Work order
Look for the string "Chestnut" in the material below. Copy every line where you find it.

Source material
+++

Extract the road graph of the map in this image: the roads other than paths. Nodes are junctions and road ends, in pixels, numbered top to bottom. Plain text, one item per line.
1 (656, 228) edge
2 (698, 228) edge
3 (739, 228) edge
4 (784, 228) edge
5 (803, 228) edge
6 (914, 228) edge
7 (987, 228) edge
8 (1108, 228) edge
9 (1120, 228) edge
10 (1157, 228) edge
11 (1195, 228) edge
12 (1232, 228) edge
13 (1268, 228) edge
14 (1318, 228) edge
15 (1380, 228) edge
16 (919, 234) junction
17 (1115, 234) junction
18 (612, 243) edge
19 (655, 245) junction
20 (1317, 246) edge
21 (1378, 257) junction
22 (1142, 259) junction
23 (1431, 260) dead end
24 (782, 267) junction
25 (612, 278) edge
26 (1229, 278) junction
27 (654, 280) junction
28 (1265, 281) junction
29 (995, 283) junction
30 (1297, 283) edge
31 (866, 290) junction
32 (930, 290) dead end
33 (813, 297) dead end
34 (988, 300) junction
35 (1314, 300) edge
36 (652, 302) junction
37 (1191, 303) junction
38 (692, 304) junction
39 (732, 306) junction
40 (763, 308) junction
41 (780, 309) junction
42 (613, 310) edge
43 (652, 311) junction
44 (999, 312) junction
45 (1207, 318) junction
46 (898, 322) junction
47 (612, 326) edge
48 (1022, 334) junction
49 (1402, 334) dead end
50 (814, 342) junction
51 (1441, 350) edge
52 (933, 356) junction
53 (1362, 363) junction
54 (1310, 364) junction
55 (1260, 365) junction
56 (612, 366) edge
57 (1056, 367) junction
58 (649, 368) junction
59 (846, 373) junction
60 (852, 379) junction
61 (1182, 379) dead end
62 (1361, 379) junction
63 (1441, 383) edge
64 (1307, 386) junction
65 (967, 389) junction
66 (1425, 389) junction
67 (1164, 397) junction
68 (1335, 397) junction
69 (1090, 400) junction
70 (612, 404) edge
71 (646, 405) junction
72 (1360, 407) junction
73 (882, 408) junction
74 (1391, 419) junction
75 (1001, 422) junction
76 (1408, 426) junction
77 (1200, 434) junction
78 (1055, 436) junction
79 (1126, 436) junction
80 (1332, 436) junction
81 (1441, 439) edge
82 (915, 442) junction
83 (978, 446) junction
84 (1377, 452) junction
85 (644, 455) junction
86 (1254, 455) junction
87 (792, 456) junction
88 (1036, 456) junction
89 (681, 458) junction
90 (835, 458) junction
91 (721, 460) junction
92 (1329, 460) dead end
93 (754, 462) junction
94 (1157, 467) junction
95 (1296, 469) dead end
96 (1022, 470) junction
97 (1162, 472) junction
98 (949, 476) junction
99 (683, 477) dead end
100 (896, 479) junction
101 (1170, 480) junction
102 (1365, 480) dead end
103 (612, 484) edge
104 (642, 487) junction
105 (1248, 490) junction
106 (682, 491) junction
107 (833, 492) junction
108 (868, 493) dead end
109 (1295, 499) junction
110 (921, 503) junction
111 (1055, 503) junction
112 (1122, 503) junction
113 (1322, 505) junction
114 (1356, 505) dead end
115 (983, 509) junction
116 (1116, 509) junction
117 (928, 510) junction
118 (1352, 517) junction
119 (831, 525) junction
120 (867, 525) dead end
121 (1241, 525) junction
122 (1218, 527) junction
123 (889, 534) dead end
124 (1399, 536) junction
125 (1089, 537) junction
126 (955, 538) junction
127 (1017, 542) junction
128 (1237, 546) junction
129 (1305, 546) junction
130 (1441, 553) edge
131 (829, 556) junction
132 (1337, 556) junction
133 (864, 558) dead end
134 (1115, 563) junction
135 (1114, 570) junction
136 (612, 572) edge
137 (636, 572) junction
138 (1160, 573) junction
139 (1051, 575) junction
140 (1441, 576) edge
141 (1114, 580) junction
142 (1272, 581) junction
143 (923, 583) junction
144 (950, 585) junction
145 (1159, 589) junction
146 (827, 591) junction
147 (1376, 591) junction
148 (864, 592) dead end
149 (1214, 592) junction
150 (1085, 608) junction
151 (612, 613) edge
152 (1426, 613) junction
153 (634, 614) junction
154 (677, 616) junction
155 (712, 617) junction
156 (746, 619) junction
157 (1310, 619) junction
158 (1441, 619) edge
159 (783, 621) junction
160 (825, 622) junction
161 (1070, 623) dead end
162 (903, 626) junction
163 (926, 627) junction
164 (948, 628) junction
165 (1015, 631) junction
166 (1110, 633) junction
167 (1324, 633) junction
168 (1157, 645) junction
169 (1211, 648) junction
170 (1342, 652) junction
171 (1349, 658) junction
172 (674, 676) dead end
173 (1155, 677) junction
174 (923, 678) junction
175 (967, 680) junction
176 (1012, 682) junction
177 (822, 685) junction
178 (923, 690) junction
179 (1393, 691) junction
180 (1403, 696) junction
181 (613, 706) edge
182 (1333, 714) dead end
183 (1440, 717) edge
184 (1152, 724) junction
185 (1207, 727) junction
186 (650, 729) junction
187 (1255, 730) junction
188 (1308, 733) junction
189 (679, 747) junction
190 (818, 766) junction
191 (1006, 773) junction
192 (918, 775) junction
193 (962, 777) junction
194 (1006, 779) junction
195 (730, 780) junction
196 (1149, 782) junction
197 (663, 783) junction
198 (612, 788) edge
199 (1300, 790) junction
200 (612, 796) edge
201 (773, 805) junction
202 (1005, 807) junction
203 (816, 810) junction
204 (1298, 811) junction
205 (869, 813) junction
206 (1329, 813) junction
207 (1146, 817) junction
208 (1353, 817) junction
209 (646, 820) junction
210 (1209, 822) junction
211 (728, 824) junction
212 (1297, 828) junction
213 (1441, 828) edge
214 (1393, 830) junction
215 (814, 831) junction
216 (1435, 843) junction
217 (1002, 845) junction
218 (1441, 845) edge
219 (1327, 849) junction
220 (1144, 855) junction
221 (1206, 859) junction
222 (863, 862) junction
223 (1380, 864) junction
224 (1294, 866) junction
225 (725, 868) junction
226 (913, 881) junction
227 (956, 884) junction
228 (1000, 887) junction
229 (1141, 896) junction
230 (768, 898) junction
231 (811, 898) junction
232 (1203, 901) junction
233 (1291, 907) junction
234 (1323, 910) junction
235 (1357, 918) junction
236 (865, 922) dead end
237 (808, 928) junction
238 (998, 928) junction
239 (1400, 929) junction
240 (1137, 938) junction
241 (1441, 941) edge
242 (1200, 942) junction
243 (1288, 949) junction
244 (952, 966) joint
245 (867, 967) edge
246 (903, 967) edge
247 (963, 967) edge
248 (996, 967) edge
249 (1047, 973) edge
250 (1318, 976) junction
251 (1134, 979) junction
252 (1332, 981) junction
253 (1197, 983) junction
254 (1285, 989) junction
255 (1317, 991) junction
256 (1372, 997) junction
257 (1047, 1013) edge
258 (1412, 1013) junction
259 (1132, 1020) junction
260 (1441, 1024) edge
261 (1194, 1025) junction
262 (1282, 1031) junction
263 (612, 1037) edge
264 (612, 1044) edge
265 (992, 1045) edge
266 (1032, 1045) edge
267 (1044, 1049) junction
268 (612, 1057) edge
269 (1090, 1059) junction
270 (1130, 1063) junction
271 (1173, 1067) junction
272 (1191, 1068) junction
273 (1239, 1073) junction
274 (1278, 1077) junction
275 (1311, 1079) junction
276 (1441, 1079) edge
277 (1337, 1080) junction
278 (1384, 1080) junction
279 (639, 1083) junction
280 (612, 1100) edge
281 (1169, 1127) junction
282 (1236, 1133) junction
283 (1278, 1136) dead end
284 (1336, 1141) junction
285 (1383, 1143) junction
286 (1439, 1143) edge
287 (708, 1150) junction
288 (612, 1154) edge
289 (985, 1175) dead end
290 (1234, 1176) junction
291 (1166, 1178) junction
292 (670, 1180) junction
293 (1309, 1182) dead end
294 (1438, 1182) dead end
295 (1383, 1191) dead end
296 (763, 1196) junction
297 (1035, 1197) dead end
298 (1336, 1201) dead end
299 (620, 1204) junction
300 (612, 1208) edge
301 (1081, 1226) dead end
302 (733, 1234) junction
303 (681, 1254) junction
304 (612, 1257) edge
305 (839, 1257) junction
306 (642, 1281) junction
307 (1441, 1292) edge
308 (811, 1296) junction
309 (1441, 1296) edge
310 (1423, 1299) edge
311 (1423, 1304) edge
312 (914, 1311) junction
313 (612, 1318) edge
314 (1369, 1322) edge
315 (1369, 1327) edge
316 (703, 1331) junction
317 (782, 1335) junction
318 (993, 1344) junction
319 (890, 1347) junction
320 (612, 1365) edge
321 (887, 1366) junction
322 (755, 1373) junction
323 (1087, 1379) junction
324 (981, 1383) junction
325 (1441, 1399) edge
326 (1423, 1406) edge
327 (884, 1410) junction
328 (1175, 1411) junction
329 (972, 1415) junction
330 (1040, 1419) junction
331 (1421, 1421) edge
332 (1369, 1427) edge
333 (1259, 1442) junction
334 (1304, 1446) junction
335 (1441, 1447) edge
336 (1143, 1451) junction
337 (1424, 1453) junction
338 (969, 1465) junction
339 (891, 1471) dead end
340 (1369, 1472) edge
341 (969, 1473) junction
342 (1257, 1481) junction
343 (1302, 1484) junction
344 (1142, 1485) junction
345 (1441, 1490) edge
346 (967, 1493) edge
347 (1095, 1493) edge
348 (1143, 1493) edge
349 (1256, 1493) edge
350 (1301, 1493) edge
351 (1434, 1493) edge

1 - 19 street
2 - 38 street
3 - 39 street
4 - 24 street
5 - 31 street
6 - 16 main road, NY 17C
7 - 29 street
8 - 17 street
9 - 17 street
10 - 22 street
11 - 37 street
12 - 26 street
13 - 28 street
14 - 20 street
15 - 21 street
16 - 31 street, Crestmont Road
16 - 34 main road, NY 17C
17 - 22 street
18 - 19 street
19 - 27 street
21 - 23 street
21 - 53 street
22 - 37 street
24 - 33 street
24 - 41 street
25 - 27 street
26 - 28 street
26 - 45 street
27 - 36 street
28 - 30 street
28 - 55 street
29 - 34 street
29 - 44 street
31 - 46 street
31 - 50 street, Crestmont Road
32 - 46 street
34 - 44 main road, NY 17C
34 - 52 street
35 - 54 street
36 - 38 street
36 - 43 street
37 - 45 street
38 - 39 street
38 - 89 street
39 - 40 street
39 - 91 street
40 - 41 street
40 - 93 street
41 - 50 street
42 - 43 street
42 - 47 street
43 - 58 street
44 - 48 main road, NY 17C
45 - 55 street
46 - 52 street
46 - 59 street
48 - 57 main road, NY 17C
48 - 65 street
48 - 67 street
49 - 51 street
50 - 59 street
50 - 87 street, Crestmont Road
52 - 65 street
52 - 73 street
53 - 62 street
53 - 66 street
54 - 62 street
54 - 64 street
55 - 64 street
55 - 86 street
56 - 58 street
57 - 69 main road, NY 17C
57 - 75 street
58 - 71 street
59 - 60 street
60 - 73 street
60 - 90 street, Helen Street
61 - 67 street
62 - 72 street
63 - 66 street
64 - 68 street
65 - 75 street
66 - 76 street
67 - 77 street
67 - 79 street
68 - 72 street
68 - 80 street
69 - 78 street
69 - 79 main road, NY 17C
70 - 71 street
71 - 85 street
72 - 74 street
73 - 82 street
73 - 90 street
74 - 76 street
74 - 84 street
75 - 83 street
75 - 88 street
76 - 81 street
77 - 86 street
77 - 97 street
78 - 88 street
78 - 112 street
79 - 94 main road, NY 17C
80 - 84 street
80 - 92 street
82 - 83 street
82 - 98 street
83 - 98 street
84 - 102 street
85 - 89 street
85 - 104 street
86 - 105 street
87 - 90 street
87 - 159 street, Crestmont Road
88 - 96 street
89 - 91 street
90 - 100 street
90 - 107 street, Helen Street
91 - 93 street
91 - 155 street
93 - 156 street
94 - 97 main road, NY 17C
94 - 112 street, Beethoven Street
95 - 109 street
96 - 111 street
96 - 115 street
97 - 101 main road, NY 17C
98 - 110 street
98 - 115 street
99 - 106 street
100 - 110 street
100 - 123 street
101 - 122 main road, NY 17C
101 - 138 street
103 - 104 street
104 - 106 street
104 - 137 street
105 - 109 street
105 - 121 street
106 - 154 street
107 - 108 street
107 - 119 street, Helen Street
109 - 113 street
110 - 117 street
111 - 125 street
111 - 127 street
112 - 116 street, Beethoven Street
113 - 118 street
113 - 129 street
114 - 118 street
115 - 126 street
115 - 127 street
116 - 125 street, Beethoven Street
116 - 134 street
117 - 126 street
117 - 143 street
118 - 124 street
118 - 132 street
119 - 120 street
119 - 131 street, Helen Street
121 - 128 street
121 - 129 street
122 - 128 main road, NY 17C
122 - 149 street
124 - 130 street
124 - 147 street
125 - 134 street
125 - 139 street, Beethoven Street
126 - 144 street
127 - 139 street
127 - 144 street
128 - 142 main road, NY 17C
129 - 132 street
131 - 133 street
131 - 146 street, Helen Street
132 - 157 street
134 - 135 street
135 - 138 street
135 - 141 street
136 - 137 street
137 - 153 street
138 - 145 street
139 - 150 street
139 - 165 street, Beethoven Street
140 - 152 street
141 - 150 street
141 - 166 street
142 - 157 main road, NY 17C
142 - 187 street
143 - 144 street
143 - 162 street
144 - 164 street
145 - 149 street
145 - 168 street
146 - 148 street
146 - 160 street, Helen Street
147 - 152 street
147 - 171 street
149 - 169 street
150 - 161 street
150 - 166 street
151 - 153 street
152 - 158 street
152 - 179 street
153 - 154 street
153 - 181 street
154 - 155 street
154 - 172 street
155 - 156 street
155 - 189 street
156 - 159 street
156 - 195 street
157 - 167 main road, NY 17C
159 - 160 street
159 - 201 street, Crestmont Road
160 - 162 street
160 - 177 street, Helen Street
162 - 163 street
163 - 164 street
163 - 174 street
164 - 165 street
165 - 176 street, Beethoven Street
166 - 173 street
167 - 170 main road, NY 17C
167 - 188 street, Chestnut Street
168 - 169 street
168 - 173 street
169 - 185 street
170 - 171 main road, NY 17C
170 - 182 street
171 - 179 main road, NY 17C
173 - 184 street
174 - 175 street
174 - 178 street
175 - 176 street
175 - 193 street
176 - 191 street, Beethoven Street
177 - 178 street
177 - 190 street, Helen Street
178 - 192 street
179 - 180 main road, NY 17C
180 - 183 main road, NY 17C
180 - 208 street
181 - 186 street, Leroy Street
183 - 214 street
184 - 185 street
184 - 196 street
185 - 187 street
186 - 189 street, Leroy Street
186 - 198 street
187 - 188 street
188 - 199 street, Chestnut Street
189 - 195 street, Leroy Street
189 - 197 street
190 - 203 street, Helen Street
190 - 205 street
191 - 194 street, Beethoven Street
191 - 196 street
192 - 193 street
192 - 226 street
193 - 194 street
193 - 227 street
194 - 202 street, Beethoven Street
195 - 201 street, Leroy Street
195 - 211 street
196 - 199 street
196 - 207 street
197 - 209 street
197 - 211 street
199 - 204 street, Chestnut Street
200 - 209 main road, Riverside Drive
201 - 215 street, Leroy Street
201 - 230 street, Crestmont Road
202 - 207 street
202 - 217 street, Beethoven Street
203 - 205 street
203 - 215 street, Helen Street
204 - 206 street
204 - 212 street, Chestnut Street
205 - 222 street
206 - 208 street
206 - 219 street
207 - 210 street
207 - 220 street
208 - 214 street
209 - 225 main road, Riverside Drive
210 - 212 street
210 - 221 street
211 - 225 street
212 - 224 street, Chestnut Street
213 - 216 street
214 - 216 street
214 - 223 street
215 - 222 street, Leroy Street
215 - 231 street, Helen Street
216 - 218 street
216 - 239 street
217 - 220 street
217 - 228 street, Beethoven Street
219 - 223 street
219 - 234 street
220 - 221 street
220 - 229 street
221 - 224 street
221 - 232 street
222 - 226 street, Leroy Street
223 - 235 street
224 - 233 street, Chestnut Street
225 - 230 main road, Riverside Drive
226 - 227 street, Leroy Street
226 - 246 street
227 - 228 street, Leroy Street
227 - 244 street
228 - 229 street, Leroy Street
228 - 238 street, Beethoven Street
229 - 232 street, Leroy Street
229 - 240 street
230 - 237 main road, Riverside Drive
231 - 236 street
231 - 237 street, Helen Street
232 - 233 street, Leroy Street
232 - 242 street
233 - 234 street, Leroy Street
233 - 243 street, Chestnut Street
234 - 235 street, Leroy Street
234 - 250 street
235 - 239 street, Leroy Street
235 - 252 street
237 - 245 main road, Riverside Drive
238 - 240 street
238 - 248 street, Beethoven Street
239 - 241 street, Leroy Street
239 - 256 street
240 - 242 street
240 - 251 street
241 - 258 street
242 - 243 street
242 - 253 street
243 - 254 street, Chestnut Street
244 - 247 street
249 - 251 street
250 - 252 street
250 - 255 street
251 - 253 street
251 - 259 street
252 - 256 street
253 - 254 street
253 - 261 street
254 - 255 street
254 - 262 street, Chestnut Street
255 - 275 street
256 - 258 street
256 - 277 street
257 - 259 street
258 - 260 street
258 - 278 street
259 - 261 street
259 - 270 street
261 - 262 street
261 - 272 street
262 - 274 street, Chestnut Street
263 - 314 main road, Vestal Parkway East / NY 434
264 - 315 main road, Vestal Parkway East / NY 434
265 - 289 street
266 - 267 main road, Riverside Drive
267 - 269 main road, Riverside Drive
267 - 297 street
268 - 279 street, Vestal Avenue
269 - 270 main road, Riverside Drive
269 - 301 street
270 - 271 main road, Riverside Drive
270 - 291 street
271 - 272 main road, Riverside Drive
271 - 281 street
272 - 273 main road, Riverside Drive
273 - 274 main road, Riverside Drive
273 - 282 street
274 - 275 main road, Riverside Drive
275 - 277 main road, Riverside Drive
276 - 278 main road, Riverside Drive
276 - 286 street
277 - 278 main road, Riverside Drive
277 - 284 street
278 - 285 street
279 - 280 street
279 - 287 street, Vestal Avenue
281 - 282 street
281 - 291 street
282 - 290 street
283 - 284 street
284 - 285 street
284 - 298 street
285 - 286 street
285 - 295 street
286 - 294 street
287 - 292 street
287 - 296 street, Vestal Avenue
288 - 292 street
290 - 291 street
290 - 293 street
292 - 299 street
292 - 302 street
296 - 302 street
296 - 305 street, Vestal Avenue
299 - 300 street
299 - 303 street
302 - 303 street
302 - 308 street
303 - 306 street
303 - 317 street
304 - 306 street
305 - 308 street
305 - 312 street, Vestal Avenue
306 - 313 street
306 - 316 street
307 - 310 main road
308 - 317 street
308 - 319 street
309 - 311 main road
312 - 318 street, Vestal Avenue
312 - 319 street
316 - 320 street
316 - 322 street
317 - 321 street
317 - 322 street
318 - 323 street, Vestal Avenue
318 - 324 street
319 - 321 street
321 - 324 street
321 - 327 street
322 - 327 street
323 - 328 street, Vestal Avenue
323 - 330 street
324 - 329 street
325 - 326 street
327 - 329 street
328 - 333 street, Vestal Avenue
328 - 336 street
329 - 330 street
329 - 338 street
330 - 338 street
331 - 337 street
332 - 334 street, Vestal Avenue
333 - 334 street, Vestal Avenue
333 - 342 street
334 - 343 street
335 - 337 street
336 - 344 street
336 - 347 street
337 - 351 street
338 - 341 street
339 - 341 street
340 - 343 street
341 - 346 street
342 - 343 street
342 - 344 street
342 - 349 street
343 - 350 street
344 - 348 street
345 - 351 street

+++

Result
167 - 188 street, Chestnut Street
188 - 199 street, Chestnut Street
199 - 204 street, Chestnut Street
204 - 212 street, Chestnut Street
212 - 224 street, Chestnut Street
224 - 233 street, Chestnut Street
233 - 243 street, Chestnut Street
243 - 254 street, Chestnut Street
254 - 262 street, Chestnut Street
262 - 274 street, Chestnut Street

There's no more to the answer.